A principal lacuna da obra diz respeito à exploração parcial dos elementos envolvidos na formação do novo regime. Não é descabido criticar uma tentativa de se compreender o alcance de um regime de acumulação analisando-se apenas um de seus elementos constitutivos: a organização padrão empresarial. Embora seja um elemento central na constituição do regime, uma visão in toto exige complementar o estudo das empresas representativas com outros elementos, como o trabalho (BEARSON et al., 2019) e as normas elicitadas pelo novo papel do governo (VAN DIJCK; POELL; DE WAAL, 2018; ZYSMAN; KENNEY, 2018).
O livro contribui para compreendermos os limites de algumas tendências observadas, como as plataformas enxutas, hiperterceirizadas: acertadamente, o autor evidencia a insustentabilidade de seu modelo de negócios que até o momento não se provou lucrativo. Seu funcionamento é calcado em uma exacerbação do modelo apoiado pelo capital financeiro que busca valorização a qualquer custo (o que J. A. Schumpeter chamou de reckless banking e Carlota Perez chamou de fase de “frenesi”). Ao mesmo tempo, Srnicek reconhece que plataformas industriais e de produtos trazem “algo de novo” e perene para a dinâmica capitalista. O autor ressalta o papel das plataformas industriais na indústria 4.0 e o papel dos governos na coordenação de consórcios nacionais para o desenvolvimento do setor (GRUBER, 2019). Em outros termos, Srnicek traz evidências de quais elementos serão passageiros e quais serão perenes no novo regime.
Seu realismo quanto às exigências do modo de produção capitalista também são um ótimo contraponto ao fetichismo tecnológico ou ciberfetichismo (RENDUELES, 2016, p. 55) alardeado por alguns estudos da economia do compartilhamento que exageravam no otimismo, atribuindo à tecnologia digital a capacidade de resolver problemas eminentemente sociopolíticos. Procedendo dessa forma, Srnicek mantém os dois pés no chão ao situar-nos no estágio atual do capitalismo.
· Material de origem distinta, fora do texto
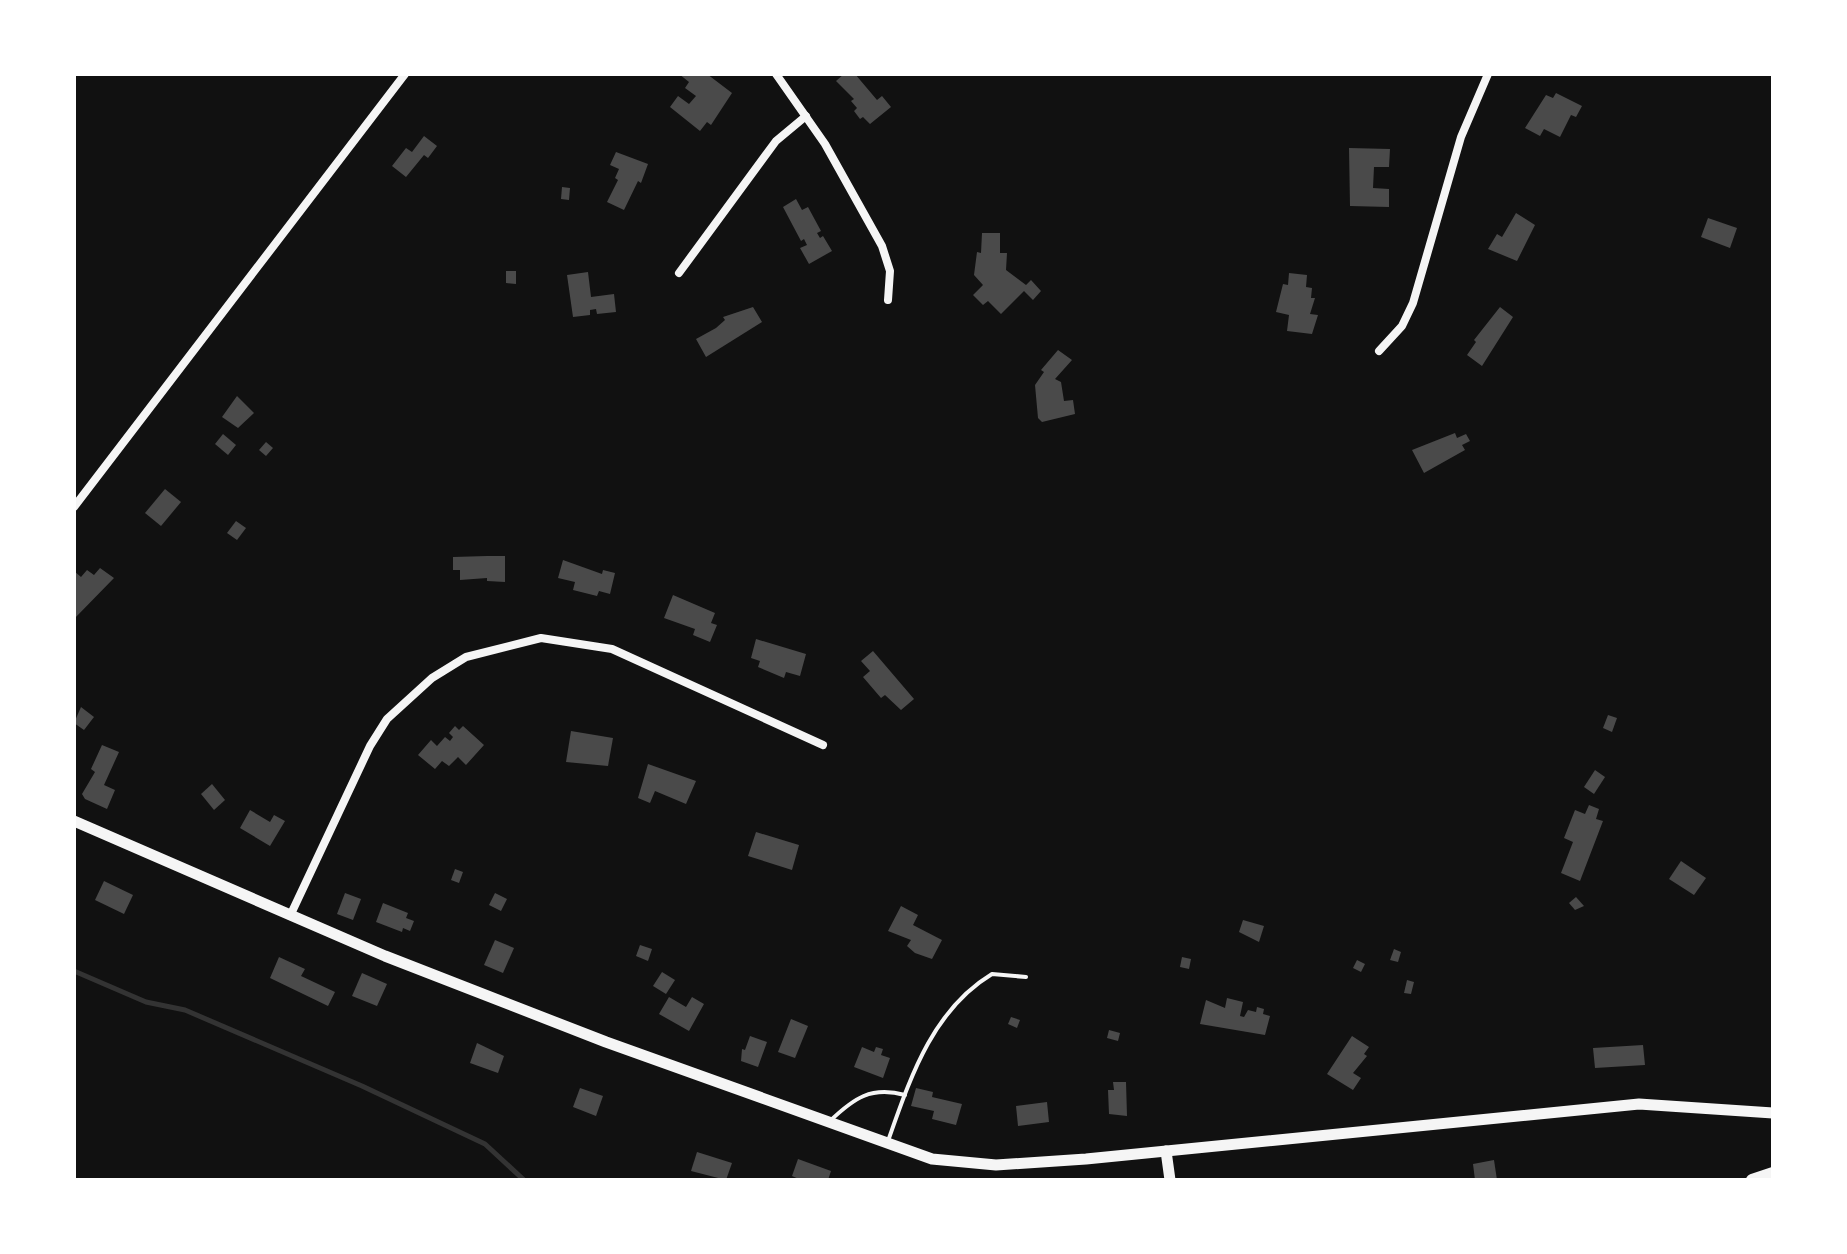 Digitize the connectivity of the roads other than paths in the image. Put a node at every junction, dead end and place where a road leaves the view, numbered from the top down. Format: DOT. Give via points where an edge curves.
graph roads {
  1 [pos="405,74"];
  2 [pos="776,74"];
  3 [pos="1488,74"];
  4 [pos="806,116"];
  5 [pos="679,273"];
  6 [pos="888,300"];
  7 [pos="1379,351"];
  8 [pos="74,507"];
  9 [pos="823,745"];
  10 [pos="74,821"];
  11 [pos="290,916"];
  12 [pos="1026,977"];
  13 [pos="905,1095"];
  14 [pos="1773,1113"];
  15 [pos="829,1122"];
  16 [pos="888,1144"];
  17 [pos="1166,1151"];
  18 [pos="1773,1173"];
  19 [pos="1170,1180"];
  20 [pos="1752,1180"];
  1 -- 8 [label="street"];
  2 -- 4 [label="street"];
  3 -- 7 [label="street" via="1461,137 1413,303 1402,326"];
  4 -- 5 [label="street" via="776,141"];
  4 -- 6 [label="street" via="887,258"];
  9 -- 11 [label="street" via="612,649 541,638 478,653 432,678 387,719"];
  10 -- 11 [label="street"];
  11 -- 15 [label="street" via="606,1042"];
  12 -- 13 [label="lane" via="992,974 952,1006"];
  13 -- 15 [label="lane" via="882,1089 849,1103"];
  13 -- 16 [label="lane"];
  14 -- 17 [label="street" via="1639,1104"];
  15 -- 16 [label="street"];
  16 -- 17 [label="street" via="932,1159 996,1165"];
  17 -- 19 [label="street"];
  18 -- 20 [label="main road"];
}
Finalmente, a principal virtude do livro é sua percepção de que mudanças nos regimes de acumulação - a evolução capitalista de longo prazo - exigem mais do que inovações tecnológicas: também necessitam de inovações organizacionais. O autor comenta como modelos organizacionais precedentes eram incapazes de lidar com dados e informações da maneira que a plataforma o faz. Avançando, Srnicek identifica na forma com que o regime anterior se exauriu e nas respostas político-econômicas às crises, a gênese da best-practice organizacional do regime atual. O declínio do ciclo anterior, conjugado às reações empreendidas para conter a fase recessiva, dá forma ao surgimento do ciclo seguinte. Isso é algo que Simon Kuznets e outros neoschumpeterianos (PEREZ, 1983) já haviam percebido. Portanto, o livro contribui para o estudo das transformações de longo prazo do capitalismo.
Em suma, Platform capitalism é uma rica fonte de informações sobre as plataformas, o regime de acumulação atual e aporta sobre este uma visão crítica. Srnicek não é normativo nesta obra. Talvez o escritor tenha percebido que era necessário investigar, descrever e explicar o fenômeno da plataformização antes de prescrever soluções para suas questões. De fato, a obra cumpre com este objetivo: é uma boa primeira aproximação ao universo das plataformas digitais e aos novos desafios econômicos e sociais decorrentes de sua difusão.